Aunque el grupo parlamentario de Morena se atribuyó en 2018 la limitación de que ningún servidor público puede ganar más que el titular del Ejecutivo Federal, lo cierto es que dicho principio ya estaba previsto en el artículo 127 de la Constitución desde la reforma publicada en agosto de 2009, durante el sexenio de Felipe Calderón, alias “El Carnicero de Michoacán”, pero jamás fue aplicado. Ni siquiera a día de hoy se puede afirmar que se aplique. Lo que sí ocurrió en 2018 fue que Morena impulsó la primera Ley Federal de Remuneraciones de los Servidores Públicos, que reglamenta ese precepto constitucional. En 2021, esta ley fue abrogada y sustituida por una nueva versión, actualmente vigente, que especifica el límite previsto en el artículo 127 como no mayor al percibido por la persona titular de la Presidencia de la República.
A la letra, el artículo 127, fracción II, de la Constitución Mexicana establece que “ninguna persona servidora pública podrá recibir remuneración, en términos de la fracción anterior, por el desempeño de su función, empleo, cargo o comisión, mayor a la establecida para la persona titular del Ejecutivo Federal en el presupuesto correspondiente”. Y aunque la Ley Federal de Remuneraciones de los Servidores Públicos establece algo muy similar en su artículo 9, la realidad es que existen funcionarios aparentemente exentos, como el exfiscal y actual embajador de México en Reino Unido, Alejandro Gertz Manero.

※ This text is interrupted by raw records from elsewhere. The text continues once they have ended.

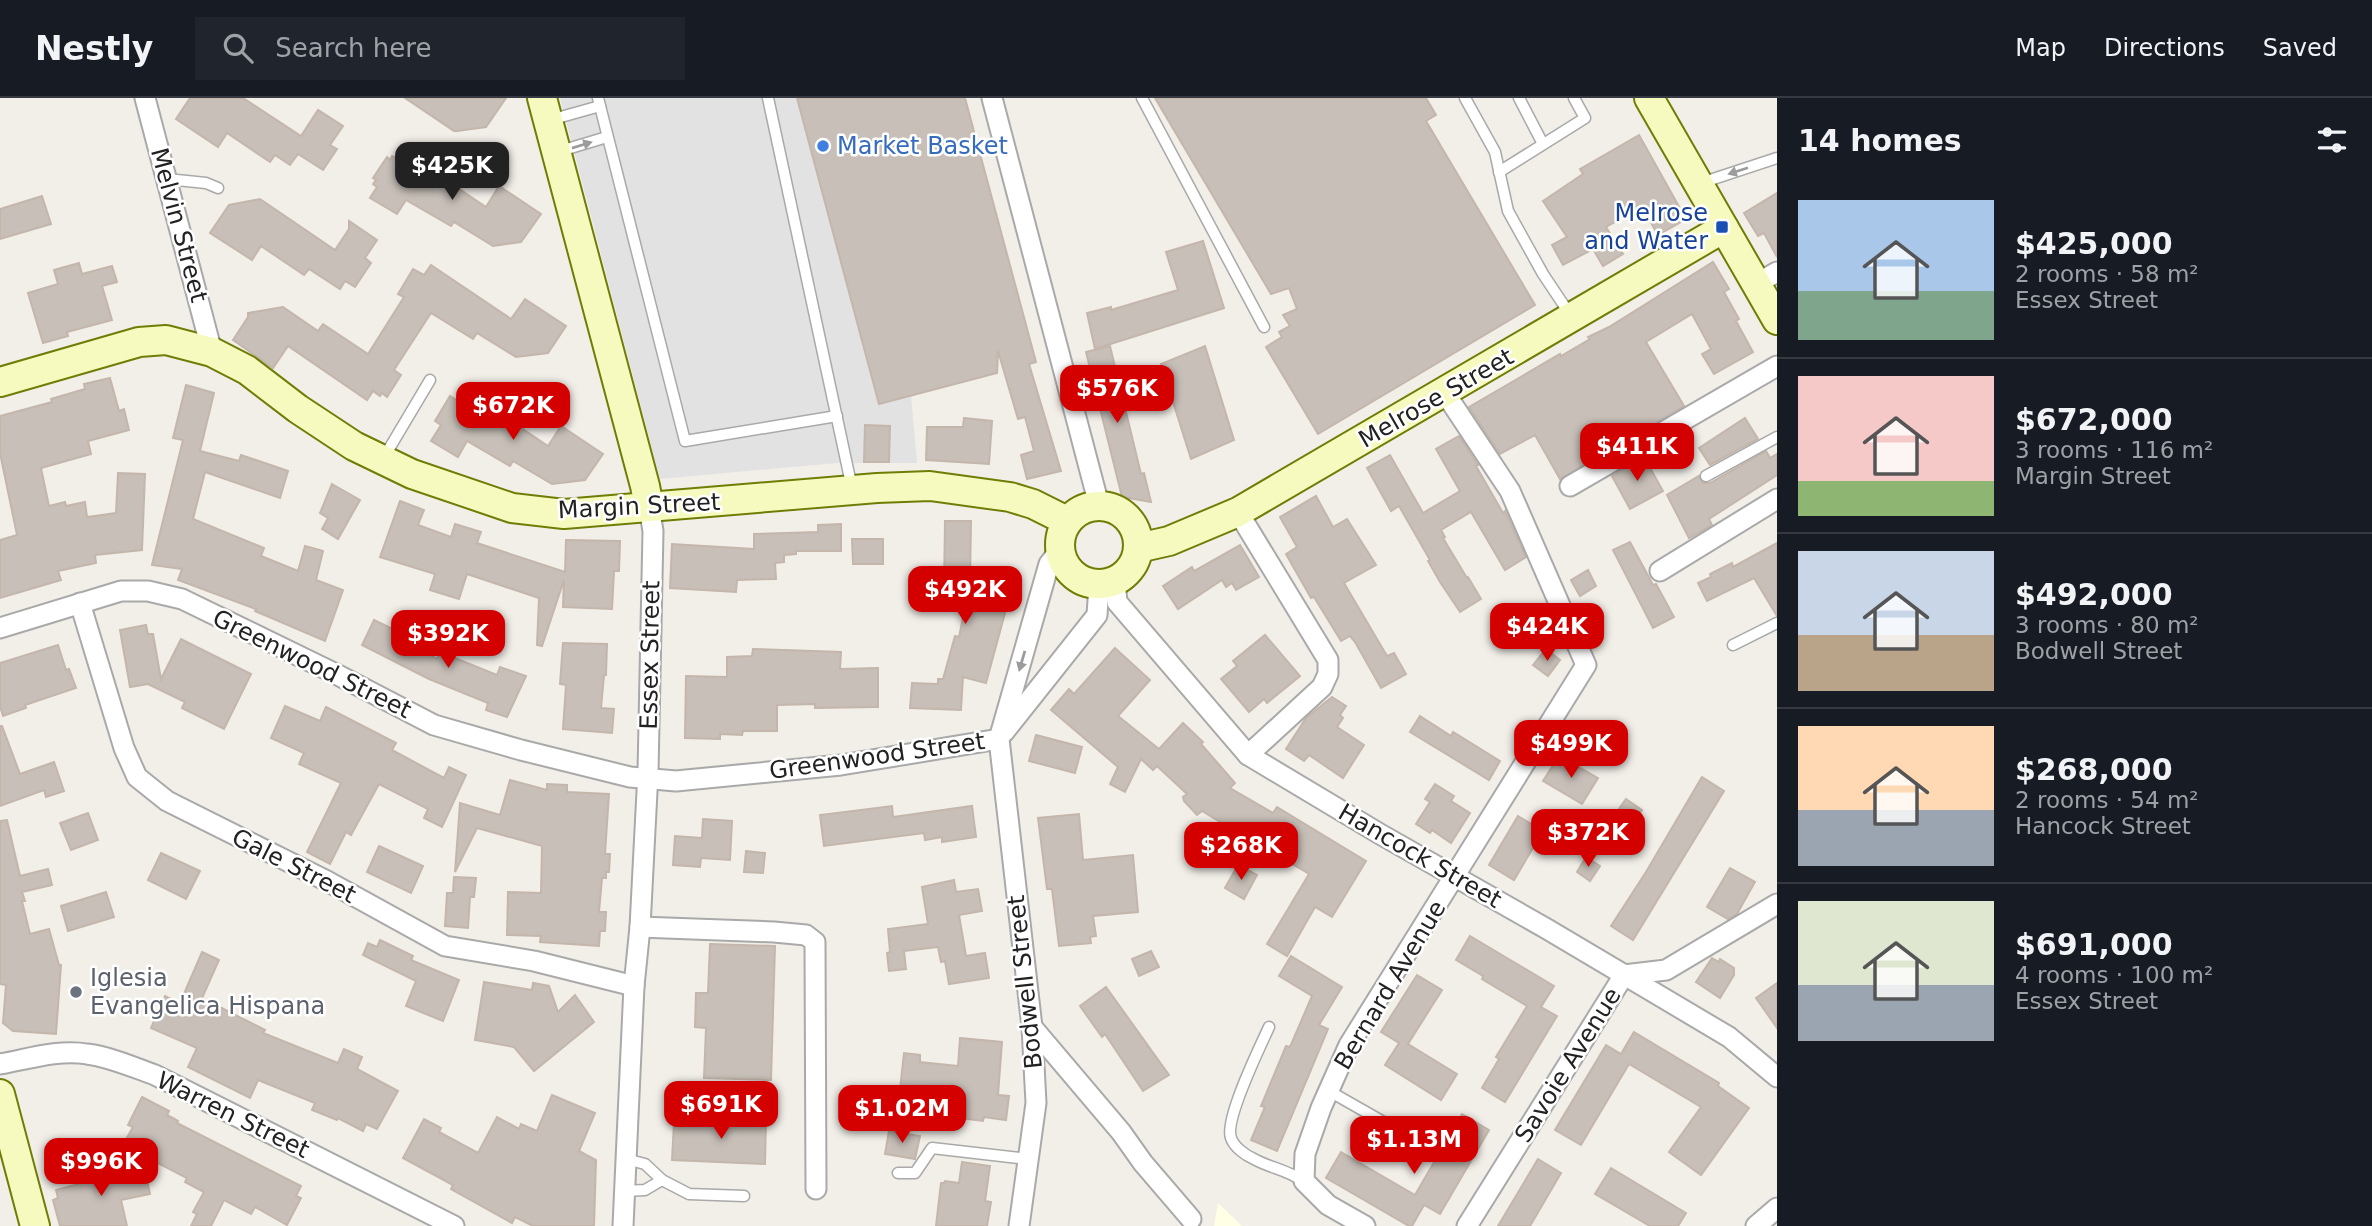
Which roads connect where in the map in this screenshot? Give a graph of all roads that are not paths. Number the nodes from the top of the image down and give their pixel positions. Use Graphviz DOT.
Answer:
graph roads {
  1 [pos="145,98"];
  2 [pos="768,98"];
  3 [pos="992,98"];
  4 [pos="1142,98"];
  5 [pos="1465,98"];
  6 [pos="1519,98"];
  7 [pos="1574,98"];
  8 [pos="1649,98"];
  9 [pos="599,102"];
  10 [pos="545,109"];
  11 [pos="607,137"];
  12 [pos="1543,144"];
  13 [pos="557,152"];
  14 [pos="1777,158"];
  15 [pos="1499,172"];
  16 [pos="167,179"];
  17 [pos="1698,184"];
  18 [pos="218,188"];
  19 [pos="1724,228"];
  20 [pos="1767,278"];
  21 [pos="1572,318"];
  22 [pos="1777,320"];
  23 [pos="1264,327"];
  24 [pos="212,352"];
  25 [pos="1777,366"];
  26 [pos="430,380"];
  27 [pos="0,382"];
  28 [pos="1445,393"];
  29 [pos="837,416"];
  30 [pos="1777,437"];
  31 [pos="383,460"];
  32 [pos="1706,476"];
  33 [pos="1570,486"];
  34 [pos="853,491"];
  35 [pos="1777,499"];
  36 [pos="1099,505"];
  37 [pos="649,507"];
  38 [pos="1238,512"];
  39 [pos="1067,521"];
  40 [pos="1138,548"];
  41 [pos="1059,551"];
  42 [pos="1660,571"];
  43 [pos="1107,583"];
  44 [pos="80,603"];
  45 [pos="1777,623"];
  46 [pos="0,628"];
  47 [pos="1733,645"];
  48 [pos="999,738"];
  49 [pos="1248,755"];
  50 [pos="647,778"];
  51 [pos="1455,877"];
  52 [pos="1777,904"];
  53 [pos="640,928"];
  54 [pos="1624,975"];
  55 [pos="634,986"];
  56 [pos="1032,1027"];
  57 [pos="1269,1027"];
  58 [pos="0,1064"];
  59 [pos="1777,1077"];
  60 [pos="1329,1091"];
  61 [pos="0,1094"];
  62 [pos="1415,1139"];
  63 [pos="1028,1159"];
  64 [pos="626,1160"];
  65 [pos="898,1173"];
  66 [pos="662,1180"];
  67 [pos="1304,1181"];
  68 [pos="816,1189"];
  69 [pos="625,1191"];
  70 [pos="744,1196"];
  71 [pos="1777,1208"];
  72 [pos="1191,1219"];
  73 [pos="35,1226"];
  74 [pos="454,1226"];
  75 [pos="623,1226"];
  76 [pos="1020,1226"];
  77 [pos="1365,1226"];
  78 [pos="1467,1226"];
  79 [pos="1756,1226"];
  1 -- 16 [label="street, Melvin Street"];
  2 -- 29 [label="lane"];
  3 -- 36 [label="street"];
  4 -- 23 [label="lane"];
  5 -- 15 [label="lane"];
  6 -- 12 [label="lane"];
  7 -- 12 [label="lane"];
  8 -- 17 [label="street"];
  9 -- 10 [label="lane"];
  9 -- 11 [label="lane"];
  10 -- 13 [label="street, Essex Street"];
  13 -- 11 [label="lane, one-way"];
  11 -- 29 [label="lane"];
  12 -- 15 [label="lane"];
  13 -- 37 [label="street, Essex Street"];
  14 -- 17 [label="lane, one-way"];
  15 -- 21 [label="lane"];
  16 -- 18 [label="lane"];
  16 -- 24 [label="street, Melvin Street"];
  17 -- 19 [label="street"];
  19 -- 20 [label="street"];
  19 -- 21 [label="street, Melrose Street"];
  20 -- 22 [label="street"];
  21 -- 28 [label="street, Melrose Street"];
  24 -- 27 [label="street, Margin Street"];
  24 -- 31 [label="street, Margin Street"];
  25 -- 33 [label="street"];
  26 -- 31 [label="lane"];
  28 -- 38 [label="street, Melrose Street"];
  28 -- 51 [label="street, Bernard Avenue"];
  29 -- 34 [label="lane"];
  30 -- 32 [label="lane"];
  31 -- 37 [label="street, Margin Street"];
  34 -- 37 [label="street, Margin Street"];
  34 -- 39 [label="street, Margin Street"];
  35 -- 42 [label="street"];
  36 -- 39 [label="street"];
  36 -- 40 [label="street"];
  37 -- 50 [label="street, Essex Street"];
  38 -- 40 [label="street, Melrose Street"];
  38 -- 49 [label="street"];
  39 -- 41 [label="street"];
  40 -- 43 [label="street"];
  41 -- 43 [label="street"];
  41 -- 48 [label="street, Bodwell Street, one-way"];
  43 -- 48 [label="street"];
  43 -- 49 [label="street, Hancock Street"];
  44 -- 46 [label="street, Greenwood Street"];
  44 -- 50 [label="street, Greenwood Street"];
  44 -- 55 [label="street, Gale Street"];
  45 -- 47 [label="lane"];
  48 -- 50 [label="street, Greenwood Street"];
  48 -- 56 [label="street, Bodwell Street"];
  49 -- 51 [label="street, Hancock Street"];
  50 -- 53 [label="street, Essex Street"];
  51 -- 54 [label="street, Hancock Street"];
  51 -- 60 [label="street, Bernard Avenue"];
  52 -- 54 [label="street"];
  53 -- 55 [label="street, Essex Street"];
  53 -- 68 [label="street"];
  54 -- 59 [label="street, Hancock Street"];
  54 -- 78 [label="street, Savoie Avenue"];
  55 -- 64 [label="street, Essex Street"];
  56 -- 63 [label="street, Bodwell Street"];
  56 -- 72 [label="street"];
  57 -- 67 [label="lane"];
  58 -- 74 [label="street, Warren Street"];
  60 -- 62 [label="lane"];
  60 -- 67 [label="street, Bernard Avenue"];
  61 -- 73 [label="street"];
  63 -- 65 [label="lane"];
  63 -- 76 [label="street, Bodwell Street"];
  64 -- 66 [label="lane"];
  64 -- 69 [label="street, Essex Street"];
  66 -- 69 [label="lane"];
  66 -- 70 [label="lane"];
  67 -- 77 [label="street"];
  69 -- 75 [label="street, Essex Street"];
  71 -- 79 [label="street"];
}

Desde que ocupaba la Fiscalía General de la República, el doctor Gertz Manero ya recibía un ingreso mensual de 191 mil 550 pesos, muy superior a los cerca de 150 mil percibidos por la presidenta Claudia Sheinbaum durante este año, cifra que representó un incremento respecto al año anterior, al igual que ocurrió con la remuneración de Gertz.
A pesar de su salida de la FGR en 2025, este año Gertz sigue percibiendo más que Ernestina Godoy, quien actualmente ocupa la titularidad de la institución; más que la presidenta, e incluso más que sus homólogos en embajadas de mayor relevancia para las relaciones internacionales de México.
No es por demeritar la importancia de nuestra embajada en Londres; al contrario, a la luz de la relevancia de otros puntos estratégicos, como China, Estados Unidos o Canadá, o de países con una importancia comparable, como Alemania, Japón, España y Francia, resulta sorprendente que Alejandro Gertz sea remunerado con una cantidad mayor, a pesar de su nula experiencia en el servicio diplomático en el extranjero.
En las embajadas de China, Estados Unidos, Canadá, Alemania, Japón, España y Francia, los representantes de México perciben un sueldo neto de 152 mil 337 pesos mensuales, mientras que, en su primera declaración patrimonial como embajador —y de su historia en la administración publica—, Gertz Manero declara explícitamente que percibe la no modesta suma de 196 mil 220 pesos por sus labores como servidor público.
Hay más de 40 mil pesos de diferencia entre Alejandro Gertz y figuras como los embajadores Melba María Pría Olavarrieta, en Japón; José Quiroga Fernández, en Alemania; Blanca Elena Jiménez, en Francia; Quirino Ordaz, en España; Jesús Seade Kuri, en China; Manuel Joaquín González, en Canadá; y el nuevo embajador de México en Estados Unidos, Roberto Lazzeri. Todos ellos, por el mismo servicio que presta Gertz, reciben más de 40 mil pesos menos que el exfiscal.
La revelación de la fortuna de Gertz, ocurrida en junio y que lo evidencia como el político más acaudalado del país, también desenmascaró que sigue siendo el mejor pagado del régimen de la Cuarta Transformación, aun cuando desempeña funciones que otros cumplen en destinos más complejos, como la embajada en Estados Unidos, que enfrenta las negociaciones del T-MEC, la crisis de deportaciones y los atentados contra migrantes, además de los persistentes señalamientos de colusión con el narcotráfico formulados por agencias como el Departamento de Justicia y la Administración para el Control de Drogas (DEA, por sus siglas en inglés) de ese país.